**ACTIVITY**
One part of the entries below is wanted: the lines from the one containing "ctx.save(); ctx.translate(x, y);" through the one containing "M1122,535L1152,584L1116,605L1087,556Z". Write those out exactly and nothing else.

┏━━

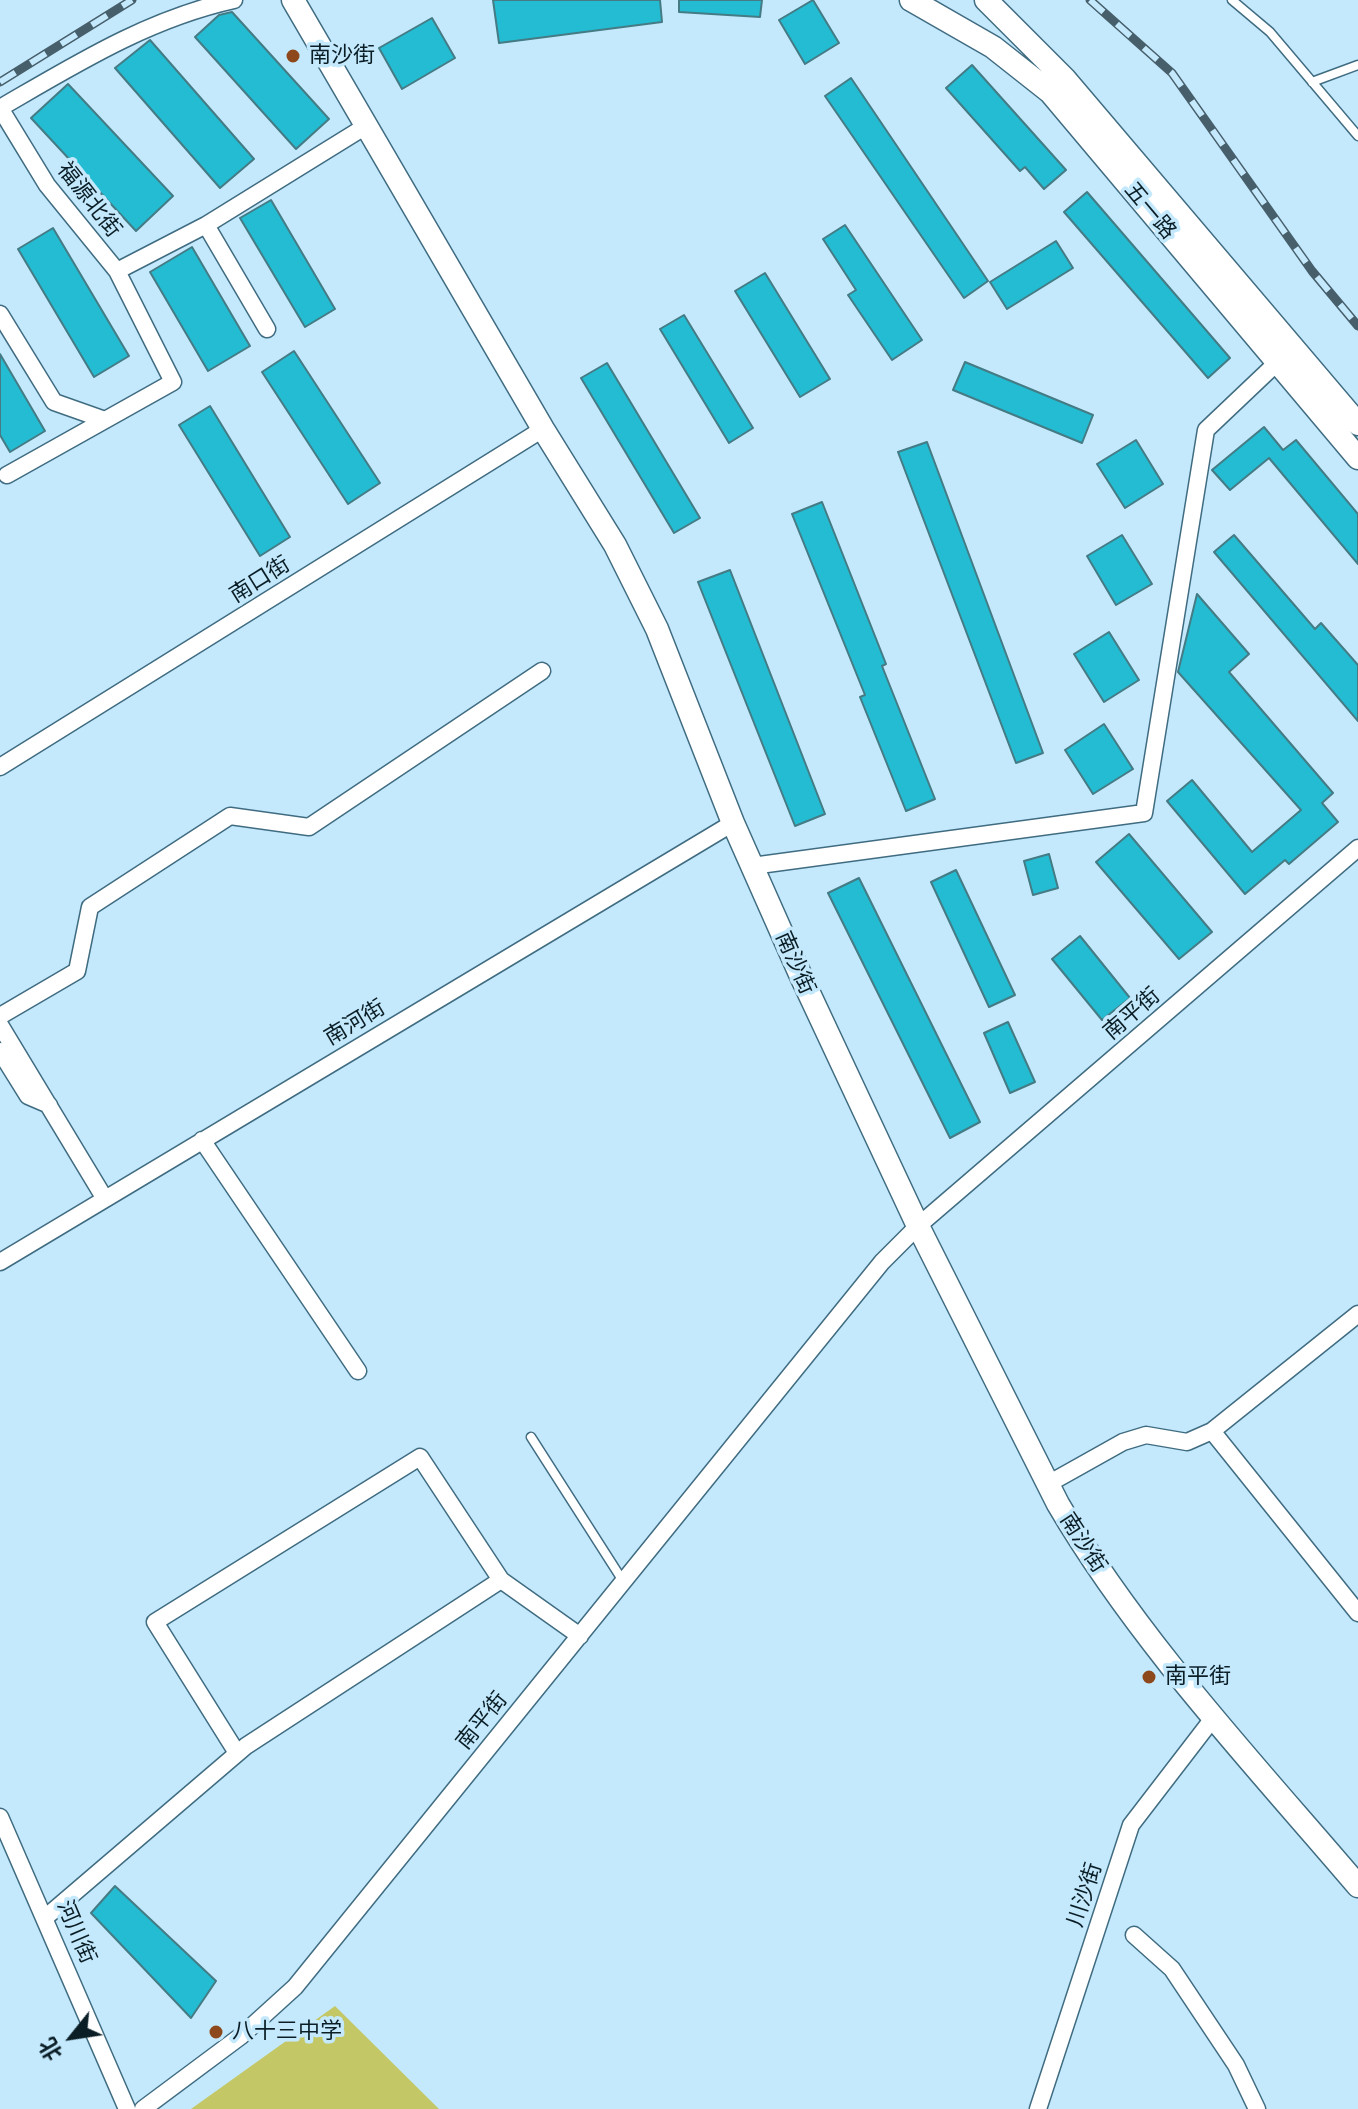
<!DOCTYPE html>
<meta charset="utf-8">
<style>
body{margin:0}
#map{position:relative;width:1358px;height:2109px;overflow:hidden;background:#c4e9fd;font-family:"Roboto Serif","Noto Sans SC",serif}
canvas{display:block}
.north{position:absolute;left:32px;top:1997px;width:80px;height:80px;-webkit-text-stroke:6px #c4e9fd;paint-order:stroke;rotate:240deg;font-size:22px;font-weight:700;line-height:32px;text-align:center;color:#0b1e26}
.north::after{content:'';display:block;margin:auto;width:28px;height:36px;background:#0b1e26;clip-path:polygon(50% 0,100% 100%,50% 72%,0 100%)}
</style>
<div id="map">
<canvas width="1358" height="2109"></canvas>
<div class="north">北</div>
</div>
<script>
const ctx = document.querySelector('canvas').getContext('2d');
ctx.lineJoin = 'round';
function paint(path, color) { ctx.fillStyle = color; ctx.fill(path, 'evenodd'); }
function stroke(path, color, width, dash) { ctx.strokeStyle = color; ctx.lineWidth = width; ctx.lineCap = dash ? 'butt' : 'round'; ctx.setLineDash(dash || []); ctx.stroke(path); }
function label(font, color, halo, rows, align = 'center') {
  ctx.font = font + ' "Roboto Serif","Noto Sans SC",serif'; ctx.lineWidth = 7; ctx.setLineDash([]); ctx.textBaseline = 'middle'; ctx.strokeStyle = halo; ctx.fillStyle = color; for (const [text, x, y, turn = 0] of rows) {
    ctx.save(); ctx.translate(x, y); ctx.rotate((+turn || 0) * Math.PI / 180); ctx.textAlign = isNaN(turn) ? turn : align; if (halo) ctx.strokeText(text, 0, 0); ctx.fillText(text, 0, 0); ctx.restore();
  }
}
paint(new Path2D(`
 M335,2006L439,2109H191Z`), '#c4c765');
const building = new Path2D(`
 M493,0H660L662,22L499,43Z
 M679,0H762L760,17L679,12Z
 M813,0L839,43L805,64L779,20Z
 M232,12L329,119L296,149L195,37L219,15Z
 M432,18L455,58L402,89L379,48Z
 M150,40L254,159L220,188L115,68Z
 M972,65L1066,170L1044,189L1025,167L1020,171L946,88Z
 M851,78L988,281L964,298L825,96Z
 M68,84L173,196L136,231L31,118Z
 M1087,192L1230,358L1208,378L1064,212Z
 M271,200L335,309L305,327L240,218Z
 M845,225L922,340L892,360L848,295L856,290L823,239Z
 M53,228L129,356L94,377L18,249Z
 M1056,241L1073,268L1007,309L990,282Z
 M192,247L250,346L208,371L150,272Z
 M765,273L830,379L800,397L735,291Z
 M684,315L753,428L729,443L660,329Z
 M294,351L380,483L348,504L262,372Z
 M0,354L45,431L10,452L0,435Z
 M965,362L1093,415L1082,443L953,390Z
 M607,363L700,518L674,533L581,378Z
 M210,406L290,537L260,556L179,425Z
 M1264,427L1283,450L1296,440L1358,514V564L1269,458L1230,490L1212,470Z
 M1136,440L1163,484L1125,508L1097,464Z
 M927,442L1043,753L1016,763L898,452Z
 M822,502L886,664L882,666L935,799L906,811L860,697L865,695L792,514Z
 M1122,535L1152,584L1116,605L1087,556Z
 M1234,535L1315,629L1321,623L1358,665V721L1214,552Z
 M730,570L825,814L795,826L698,582Z
 M1197,594L1249,654L1229,672L1333,793L1322,803L1338,822L1289,864L1285,860L1245,894L1167,801L1192,780L1252,852L1301,810L1178,672Z
 M1109,632L1139,680L1104,702L1074,654Z
 M1104,724L1133,769L1093,794L1065,750Z
 M1129,834L1212,932L1179,959L1096,862Z
 M1049,854L1058,888L1033,895L1024,861Z
 M956,870L1015,995L989,1007L931,882Z
 M859,878L980,1122L950,1138L828,893Z
 M1080,936L1130,998L1102,1020L1052,959Z
 M1008,1022L1035,1082L1010,1093L984,1033Z
 M115,1886L216,1981L191,2018L91,1913Z`);
paint(building, '#23bcd2');
stroke(building, '#447b84', 2);
const lane = new Path2D(`
 M1232,0L1270,32L1358,136
 M1312,82L1358,65
 M531,1437L623,1581`);
const street = new Path2D(`
 M117,271L206,225
 M0,314L54,402L105,420
 M267,329L206,225L366,126
 M7,475L173,382L117,271L47,185L0,108C76,64 148,19 234,0
 M0,767L543,429
 M752,866L1144,813L1206,430L1284,356
 M0,1016L77,971L90,907L230,816L309,827L542,671
 M0,1025L105,1199
 M0,1051L28,1096L49,1105
 M202,1140L358,1371
 M0,1262L733,823
 M1212,1431L1358,1613
 M1048,1484L1123,1442L1146,1435L1187,1442L1212,1431L1358,1314
 M237,1753L155,1622L420,1457L501,1580L580,1636
 M0,1817L127,2109
 M46,1917L246,1746L501,1580
 M1134,1935L1172,1969L1236,2065L1257,2109
 M143,2109L241,2036L295,1987L882,1262L918,1226L1358,848
 M1038,2109L1131,1825L1214,1717`);
const secondary = new Path2D(`
 M293,0L543,429L615,545L657,629L733,823L800,974L918,1226L1058,1504C1139,1642 1255,1765 1358,1886
 M911,0L993,47L1050,92L1358,458
 M986,0L1065,79L1358,424`);
stroke(lane, '#406c81', 11);
stroke(street, '#406c81', 19);
stroke(secondary, '#406c81', 25);
stroke(lane, '#fff', 8);
stroke(street, '#fff', 16);
stroke(secondary, '#fff', 22);
const rail = new Path2D(`
 M1090,0L1172,73L1312,271L1358,326
 M0,82L132,0`);
stroke(rail, '#475f6b', 9);
stroke(rail, '#c4e9fd', 6, [18]);
for (const [x, y, r, color] of [
 [293,56,8,"#8d491c"],
 [1149,1677,8,"#8d491c"],
 [216,2032,8,"#8d491c"]
]) { const dot = new Path2D(); dot.arc(x, y, r, 0, 2 * Math.PI); ctx.fillStyle = color; ctx.fill(dot); stroke(dot, '#c4e9fd', 3); }
label('22px', '#0b1e26', '#c4e9fd', [
 ["南沙街",309,56],
 ["南平街",1165,1677],
 ["八十三中学",232,2032]
], 'left');
label('22px', '#0b1e26', '#c4e9fd', [
 ["福源北街",89,200,52],
 ["五一路",1150,211,50],
 ["南口街",260,580,-32],
 ["南沙街",795,963,66],
 ["南平街",1132,1014,-41],
 ["南河街",355,1023,-31],
 ["南沙街",1083,1543,57],
 ["南平街",482,1721,-51],
 ["川沙街",1085,1895,-72],
 ["河川街",76,1932,67]
]);
</script>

┗━━

**ANSWER TO THE PROBLEM**
    ctx.save(); ctx.translate(x, y); ctx.rotate((+turn || 0) * Math.PI / 180); ctx.textAlign = isNaN(turn) ? turn : align; if (halo) ctx.strokeText(text, 0, 0); ctx.fillText(text, 0, 0); ctx.restore();
  }
}
paint(new Path2D(`
 M335,2006L439,2109H191Z`), '#c4c765');
const building = new Path2D(`
 M493,0H660L662,22L499,43Z
 M679,0H762L760,17L679,12Z
 M813,0L839,43L805,64L779,20Z
 M232,12L329,119L296,149L195,37L219,15Z
 M432,18L455,58L402,89L379,48Z
 M150,40L254,159L220,188L115,68Z
 M972,65L1066,170L1044,189L1025,167L1020,171L946,88Z
 M851,78L988,281L964,298L825,96Z
 M68,84L173,196L136,231L31,118Z
 M1087,192L1230,358L1208,378L1064,212Z
 M271,200L335,309L305,327L240,218Z
 M845,225L922,340L892,360L848,295L856,290L823,239Z
 M53,228L129,356L94,377L18,249Z
 M1056,241L1073,268L1007,309L990,282Z
 M192,247L250,346L208,371L150,272Z
 M765,273L830,379L800,397L735,291Z
 M684,315L753,428L729,443L660,329Z
 M294,351L380,483L348,504L262,372Z
 M0,354L45,431L10,452L0,435Z
 M965,362L1093,415L1082,443L953,390Z
 M607,363L700,518L674,533L581,378Z
 M210,406L290,537L260,556L179,425Z
 M1264,427L1283,450L1296,440L1358,514V564L1269,458L1230,490L1212,470Z
 M1136,440L1163,484L1125,508L1097,464Z
 M927,442L1043,753L1016,763L898,452Z
 M822,502L886,664L882,666L935,799L906,811L860,697L865,695L792,514Z
 M1122,535L1152,584L1116,605L1087,556Z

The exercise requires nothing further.